Since Rydberg considered southern Sweden to be the original homeland of the Indo-Europeans, he naturally considered the Swedes the 'oldest' and 'purist' of them all, not having left their native land since before the Neolithic era. Extending the poetic conceit, he finds 'evidence' of this in the blue eyes of Swedish youth and the blue folds of the Swedish flag. The poem is no more than a heart-felt patriotic flourish by one of Sweden's most beloved lyricists.
 For a more detailed analysis of the poem 'Heaven's Blue,' in its true historical context please refer to:

Örjan Lindberger's "Himlens blå" published in Veritas 5:2 (1991)
After vainly trying to make their case that Rydberg's use of the word Aryan was racially motivated, by distorting or falsifying the evidence, the internet cult-site then boldly proclaims:
 
 
"Anderson and Rydberg jointly dedicated the translated volume to Oscar II, then king of both Sweden and Norway, as the 'Ruler of the Aryan People of the Scandinavian Peninsula.' The monarch’s reaction to this 'honor' is not recorded. Presumably he considered himself the ruler of
all the citizens of his realm, Aryans and non-Aryans alike. (Indeed, since Jews had been granted full civil rights in Sweden only two decades earlier, UGM’s dedication would have carried an unmistakable implication by exclusion.)"

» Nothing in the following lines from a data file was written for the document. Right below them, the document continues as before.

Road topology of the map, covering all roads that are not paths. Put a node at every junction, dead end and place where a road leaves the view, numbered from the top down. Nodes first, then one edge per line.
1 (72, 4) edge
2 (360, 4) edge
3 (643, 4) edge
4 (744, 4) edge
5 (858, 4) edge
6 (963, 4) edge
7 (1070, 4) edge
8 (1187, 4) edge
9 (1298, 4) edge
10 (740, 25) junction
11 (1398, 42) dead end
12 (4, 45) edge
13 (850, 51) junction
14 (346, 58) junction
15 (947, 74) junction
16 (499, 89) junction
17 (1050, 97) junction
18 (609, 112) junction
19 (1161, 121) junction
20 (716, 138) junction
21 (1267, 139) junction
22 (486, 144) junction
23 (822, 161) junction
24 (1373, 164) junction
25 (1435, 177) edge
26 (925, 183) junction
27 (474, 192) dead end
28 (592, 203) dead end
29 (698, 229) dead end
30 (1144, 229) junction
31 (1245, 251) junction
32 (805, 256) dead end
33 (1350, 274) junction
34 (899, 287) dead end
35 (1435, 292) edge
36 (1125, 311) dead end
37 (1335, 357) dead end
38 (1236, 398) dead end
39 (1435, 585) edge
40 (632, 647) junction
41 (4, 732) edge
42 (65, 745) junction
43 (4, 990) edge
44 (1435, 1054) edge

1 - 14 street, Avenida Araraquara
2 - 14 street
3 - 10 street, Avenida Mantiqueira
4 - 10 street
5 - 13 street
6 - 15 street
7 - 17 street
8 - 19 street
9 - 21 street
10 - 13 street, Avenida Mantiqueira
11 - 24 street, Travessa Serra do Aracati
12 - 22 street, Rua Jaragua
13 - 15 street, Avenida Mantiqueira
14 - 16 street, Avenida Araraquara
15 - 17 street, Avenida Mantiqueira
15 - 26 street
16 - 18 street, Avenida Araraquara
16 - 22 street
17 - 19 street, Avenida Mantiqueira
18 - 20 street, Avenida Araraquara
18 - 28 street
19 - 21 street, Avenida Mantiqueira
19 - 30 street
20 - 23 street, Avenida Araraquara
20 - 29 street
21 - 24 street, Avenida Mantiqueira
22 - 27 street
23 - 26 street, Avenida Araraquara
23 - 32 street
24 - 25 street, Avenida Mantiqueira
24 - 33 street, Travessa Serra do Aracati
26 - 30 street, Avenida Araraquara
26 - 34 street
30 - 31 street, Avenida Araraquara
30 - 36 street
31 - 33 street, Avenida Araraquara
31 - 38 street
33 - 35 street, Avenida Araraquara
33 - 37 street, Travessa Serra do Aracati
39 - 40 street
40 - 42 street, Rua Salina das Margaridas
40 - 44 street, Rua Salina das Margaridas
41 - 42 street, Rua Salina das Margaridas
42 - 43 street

This speculation is fanciful to say the least. The matter of the book's dedication is, in fact, well recorded. Letters exchanged between Viktor Rydberg and his good friend Danish-American Ambassador Rasmus Anderson illuminate the dedication of the English translation of Rydberg's text. These were published as Viktor Rydbergs Brev ('Viktor Rydberg's Letters') 1923-1926 by Emil Haverman in three volumes.  they make it clear that Rydberg had no intention of excluding any Swedish citizen, including religious minorities, in his dedication. In line with his patriotism, Rydberg suggested dedicating the book to:
  "His Majesty Oscar II, Ruler of the Scandinavian Peninsula’s glorious [ärorvka] people, the promoter of sciences, the crown poet, this work is devoted with deepest reverence."
The king's reaction was also recorded. Rydberg had met with him personally, and the Swedish monarch was delighted by Rydberg's suggested dedication. In the same series of letters, Rydberg wrote to Rasmus Anderson on January 11th, 1888, stating:
"During a congratulatory call on King Oscar, he received in an extremely obliging manner my wish, and yours, that your translation of 'Undersökningar i Germanisk Mythologi' be dedicated to him and during the course of conversation seemed to have good knowledge of its main contents."
In a subsequent letter, when asked if he wished to proofread a draft of the English edition before its publication, Rydberg responds that he trusted Anderson's judgment and saw no need to further delay its publication by approving the manuscript. When the book saw print the following year, it was instead dedicated to "The Ruler of the Aryan People of the Scandinavian Peninsula” as the cult-site notes. The published letters, however, make it plain that Andersen himself altered this dedication, causing it to read the "Aryan people" [Ariska folk] where Rydberg had written  "glorious people", ["ärorvka folk."]. The wording was Anderson's, and Rydberg did not approve the English draft.
The letters published by Emil Haverman incidentally also disprove another far more petty accusation lodged against Viktor Rydberg by the same cult-site, which stoops to say:


"Upon receiving his honorary diploma Rydberg began designating himself 'Dr. Viktor Rydberg, Ph.D.'  This had the understandable effect of misleading some of his contemporaries outside Sweden, who mistakenly assumed 'Dr. Rydberg' must be an actual scholar with an advanced degree."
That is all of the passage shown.